It was the Fourth of July, and I was making my way home from Rathbun Lake. It was nearly dark, and I was hoping to make an hour and a half drive without introducing a deer to my Galaxie. I was alone, and there was one more party I was headed to.
Rathbun sits just across from the southern border of Monroe County. Monroe was first known as Kishkekosh, named after an prominent Indian of either the Saux or Fox tribe. Frank Hickenlooper, who wrote the history of the county in 1894, said translated the name meant “a savage biter.” Perhaps someday it will resurface for a new species of mosquito. Others say it meant “man with one leg.” Perhaps someday it will resurface for a new, one-legged species of mosquito.

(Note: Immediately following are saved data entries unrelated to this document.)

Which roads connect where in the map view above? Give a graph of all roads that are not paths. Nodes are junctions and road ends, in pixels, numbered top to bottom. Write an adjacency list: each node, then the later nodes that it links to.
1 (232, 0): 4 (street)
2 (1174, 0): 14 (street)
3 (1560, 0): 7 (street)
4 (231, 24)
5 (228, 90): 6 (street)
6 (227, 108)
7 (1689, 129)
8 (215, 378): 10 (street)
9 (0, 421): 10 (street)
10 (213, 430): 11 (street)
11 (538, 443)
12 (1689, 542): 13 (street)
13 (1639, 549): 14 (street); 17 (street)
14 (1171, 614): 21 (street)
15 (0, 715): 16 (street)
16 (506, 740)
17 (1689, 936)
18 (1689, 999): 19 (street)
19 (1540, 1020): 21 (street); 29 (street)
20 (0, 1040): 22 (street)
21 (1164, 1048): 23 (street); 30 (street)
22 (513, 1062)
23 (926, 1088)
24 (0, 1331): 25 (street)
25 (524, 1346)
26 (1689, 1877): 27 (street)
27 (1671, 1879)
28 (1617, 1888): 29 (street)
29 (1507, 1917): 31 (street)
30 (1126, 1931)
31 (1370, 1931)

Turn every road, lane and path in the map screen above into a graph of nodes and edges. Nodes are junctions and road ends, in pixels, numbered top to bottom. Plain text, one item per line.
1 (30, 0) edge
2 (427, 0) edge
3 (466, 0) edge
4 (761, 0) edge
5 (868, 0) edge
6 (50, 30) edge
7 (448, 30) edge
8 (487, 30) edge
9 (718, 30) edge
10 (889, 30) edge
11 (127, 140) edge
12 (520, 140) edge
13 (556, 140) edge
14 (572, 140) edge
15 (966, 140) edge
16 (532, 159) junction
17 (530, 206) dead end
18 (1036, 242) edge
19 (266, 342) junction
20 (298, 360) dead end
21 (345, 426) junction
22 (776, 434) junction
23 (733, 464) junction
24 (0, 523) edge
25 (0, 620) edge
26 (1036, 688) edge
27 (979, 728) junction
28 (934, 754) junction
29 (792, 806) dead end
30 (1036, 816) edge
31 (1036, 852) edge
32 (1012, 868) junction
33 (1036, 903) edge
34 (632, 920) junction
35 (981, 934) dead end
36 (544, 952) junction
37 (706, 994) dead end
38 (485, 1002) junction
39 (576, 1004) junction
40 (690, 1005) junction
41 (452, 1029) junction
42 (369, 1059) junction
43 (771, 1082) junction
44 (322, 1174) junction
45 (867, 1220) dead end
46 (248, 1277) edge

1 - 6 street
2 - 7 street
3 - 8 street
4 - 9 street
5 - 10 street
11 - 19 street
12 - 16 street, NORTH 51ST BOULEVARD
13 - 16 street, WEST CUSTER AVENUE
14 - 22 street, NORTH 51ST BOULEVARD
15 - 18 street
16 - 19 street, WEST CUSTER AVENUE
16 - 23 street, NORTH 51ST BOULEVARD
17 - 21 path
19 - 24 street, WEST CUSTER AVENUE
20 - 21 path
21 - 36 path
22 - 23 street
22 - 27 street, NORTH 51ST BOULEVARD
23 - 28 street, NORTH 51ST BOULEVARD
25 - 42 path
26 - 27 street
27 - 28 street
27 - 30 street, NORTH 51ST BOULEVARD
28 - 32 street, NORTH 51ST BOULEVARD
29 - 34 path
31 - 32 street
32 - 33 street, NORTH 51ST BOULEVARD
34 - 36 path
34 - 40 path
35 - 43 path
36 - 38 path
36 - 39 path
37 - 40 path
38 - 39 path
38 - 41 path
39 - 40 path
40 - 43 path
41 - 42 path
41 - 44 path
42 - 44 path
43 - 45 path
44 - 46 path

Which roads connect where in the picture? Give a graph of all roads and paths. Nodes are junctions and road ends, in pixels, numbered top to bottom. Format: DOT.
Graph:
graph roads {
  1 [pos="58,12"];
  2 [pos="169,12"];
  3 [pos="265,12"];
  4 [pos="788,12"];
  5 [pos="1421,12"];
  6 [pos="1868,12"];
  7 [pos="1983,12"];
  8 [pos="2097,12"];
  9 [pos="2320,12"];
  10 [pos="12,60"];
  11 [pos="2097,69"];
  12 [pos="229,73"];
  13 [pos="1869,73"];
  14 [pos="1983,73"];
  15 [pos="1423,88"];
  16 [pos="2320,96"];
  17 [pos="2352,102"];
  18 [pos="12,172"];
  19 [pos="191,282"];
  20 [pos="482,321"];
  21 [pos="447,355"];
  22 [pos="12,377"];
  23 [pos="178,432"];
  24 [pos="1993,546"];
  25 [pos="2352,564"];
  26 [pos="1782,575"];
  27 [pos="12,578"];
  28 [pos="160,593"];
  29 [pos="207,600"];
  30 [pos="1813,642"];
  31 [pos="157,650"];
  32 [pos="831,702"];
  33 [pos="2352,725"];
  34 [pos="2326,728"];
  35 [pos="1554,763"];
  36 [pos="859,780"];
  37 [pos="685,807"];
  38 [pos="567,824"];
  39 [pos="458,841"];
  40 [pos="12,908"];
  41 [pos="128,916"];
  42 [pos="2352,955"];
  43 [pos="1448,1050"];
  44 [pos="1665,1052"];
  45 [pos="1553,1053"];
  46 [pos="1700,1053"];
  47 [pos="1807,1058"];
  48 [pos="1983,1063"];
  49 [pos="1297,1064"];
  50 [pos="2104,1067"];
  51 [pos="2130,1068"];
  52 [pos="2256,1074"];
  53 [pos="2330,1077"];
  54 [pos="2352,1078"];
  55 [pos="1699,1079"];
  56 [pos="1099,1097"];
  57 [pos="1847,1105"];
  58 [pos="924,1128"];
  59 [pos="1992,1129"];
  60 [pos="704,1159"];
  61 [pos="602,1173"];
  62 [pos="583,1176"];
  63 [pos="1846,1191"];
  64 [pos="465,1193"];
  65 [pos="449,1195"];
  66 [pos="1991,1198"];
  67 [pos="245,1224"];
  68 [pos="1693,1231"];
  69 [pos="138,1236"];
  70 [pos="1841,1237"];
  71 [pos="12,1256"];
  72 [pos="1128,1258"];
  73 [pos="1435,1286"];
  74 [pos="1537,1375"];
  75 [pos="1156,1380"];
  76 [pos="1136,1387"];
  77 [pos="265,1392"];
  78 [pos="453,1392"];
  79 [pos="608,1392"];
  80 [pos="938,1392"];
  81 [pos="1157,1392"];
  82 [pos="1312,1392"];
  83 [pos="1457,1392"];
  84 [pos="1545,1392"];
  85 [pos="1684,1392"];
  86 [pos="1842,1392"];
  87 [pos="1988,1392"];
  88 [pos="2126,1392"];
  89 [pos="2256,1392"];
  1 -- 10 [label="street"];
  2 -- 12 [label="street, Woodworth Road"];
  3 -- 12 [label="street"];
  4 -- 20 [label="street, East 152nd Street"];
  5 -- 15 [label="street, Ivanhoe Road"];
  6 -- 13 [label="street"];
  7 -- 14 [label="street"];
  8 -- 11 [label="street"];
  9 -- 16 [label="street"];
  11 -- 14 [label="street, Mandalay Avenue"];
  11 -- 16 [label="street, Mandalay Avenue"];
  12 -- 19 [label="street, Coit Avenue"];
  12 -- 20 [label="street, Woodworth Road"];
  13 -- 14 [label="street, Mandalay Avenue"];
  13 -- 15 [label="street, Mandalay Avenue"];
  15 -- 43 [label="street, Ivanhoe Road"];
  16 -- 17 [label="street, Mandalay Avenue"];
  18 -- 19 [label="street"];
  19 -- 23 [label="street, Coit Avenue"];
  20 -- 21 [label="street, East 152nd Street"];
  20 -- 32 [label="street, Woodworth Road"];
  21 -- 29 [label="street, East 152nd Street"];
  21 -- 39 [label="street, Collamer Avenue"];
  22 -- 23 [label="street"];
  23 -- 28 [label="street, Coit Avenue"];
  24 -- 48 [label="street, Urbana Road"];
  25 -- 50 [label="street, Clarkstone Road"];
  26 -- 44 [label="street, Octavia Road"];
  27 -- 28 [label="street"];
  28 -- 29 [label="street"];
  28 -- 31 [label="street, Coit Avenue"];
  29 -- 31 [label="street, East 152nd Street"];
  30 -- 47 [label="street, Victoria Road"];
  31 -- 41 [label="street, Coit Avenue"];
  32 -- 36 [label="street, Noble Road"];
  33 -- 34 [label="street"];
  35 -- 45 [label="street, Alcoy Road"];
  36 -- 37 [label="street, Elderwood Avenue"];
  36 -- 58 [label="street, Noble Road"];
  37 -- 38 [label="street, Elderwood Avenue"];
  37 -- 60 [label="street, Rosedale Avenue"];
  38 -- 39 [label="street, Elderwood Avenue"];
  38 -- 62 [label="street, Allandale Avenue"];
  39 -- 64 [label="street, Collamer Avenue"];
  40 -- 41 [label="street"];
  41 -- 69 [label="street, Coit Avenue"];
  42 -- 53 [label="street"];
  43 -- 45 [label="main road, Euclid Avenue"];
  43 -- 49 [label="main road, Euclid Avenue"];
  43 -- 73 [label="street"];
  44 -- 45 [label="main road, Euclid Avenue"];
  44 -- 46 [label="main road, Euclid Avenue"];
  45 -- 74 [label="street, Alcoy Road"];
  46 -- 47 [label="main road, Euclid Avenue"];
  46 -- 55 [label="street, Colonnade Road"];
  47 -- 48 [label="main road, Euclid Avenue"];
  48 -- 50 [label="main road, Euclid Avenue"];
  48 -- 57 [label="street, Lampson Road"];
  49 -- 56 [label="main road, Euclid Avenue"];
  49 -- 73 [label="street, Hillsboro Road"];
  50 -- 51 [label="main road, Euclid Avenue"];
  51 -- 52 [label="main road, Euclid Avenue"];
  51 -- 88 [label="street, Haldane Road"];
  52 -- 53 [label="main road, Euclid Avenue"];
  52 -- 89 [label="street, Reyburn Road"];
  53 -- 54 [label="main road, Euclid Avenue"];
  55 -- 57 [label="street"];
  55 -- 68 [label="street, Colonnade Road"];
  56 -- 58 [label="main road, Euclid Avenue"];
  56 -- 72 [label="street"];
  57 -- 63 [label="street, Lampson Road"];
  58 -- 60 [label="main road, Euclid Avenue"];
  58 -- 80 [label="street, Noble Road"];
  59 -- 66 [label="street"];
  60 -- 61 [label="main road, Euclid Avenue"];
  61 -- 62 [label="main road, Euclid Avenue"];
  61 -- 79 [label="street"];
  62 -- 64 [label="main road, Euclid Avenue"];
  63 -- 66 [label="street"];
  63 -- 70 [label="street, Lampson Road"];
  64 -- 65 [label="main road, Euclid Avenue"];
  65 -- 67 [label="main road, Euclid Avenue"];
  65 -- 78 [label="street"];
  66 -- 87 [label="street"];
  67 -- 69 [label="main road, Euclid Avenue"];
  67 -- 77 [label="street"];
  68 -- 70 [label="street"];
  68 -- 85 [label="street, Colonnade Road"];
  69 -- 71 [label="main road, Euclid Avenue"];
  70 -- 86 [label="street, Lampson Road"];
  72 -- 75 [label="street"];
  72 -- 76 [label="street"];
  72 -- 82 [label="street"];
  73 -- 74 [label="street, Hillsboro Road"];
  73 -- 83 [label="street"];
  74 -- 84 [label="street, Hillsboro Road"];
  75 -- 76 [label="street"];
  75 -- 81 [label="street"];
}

The county seat is Albia, and I was coming through the town, snaking around it’s beautiful square in what was now darkness. Sitting at a stop light I couldn’t get over that on the Fourth of July there was absolutely nothing going on. Out my driver’s window was a concrete soldier atop the Civil War monument in front of the courthouse. The butt of the gun rested on the ground, both his hands held the barrel, and he gazed off serenely in the direction I was headed. He seemed to have no intention of doing anything either.
In the darkness on the edge of town, I came upon a cluster of cars I took for a used car dealership. That is until I noticed the silhouettes of those seated in lawn chairs, on tailgates and trunk lids, and standing with old friends. Block after block was lined with them and their cars, and everyone was looking over the open field to the east, waiting.
The old veteran was looking in the right direction after all. I thought of him and my neighbor who did three tours in Iraq as the shelling of Albia commenced in the rear view of my ’64. Pandora was finally getting my tastes down, a deer was nowhere in sight, the cool evening air was rushing in my windows, and I couldn’t help but think how it all felt perfect.
Off in the west sat Jupiter and Venus on the level, not unlike Christ’s mother would have seen all those years ago, minus the haze of a Canadian forest fire. In that haze I could see the bombardment had began in Knoxville.
There we were on Independence Day, all of us in it together in the darkness on the edge of town.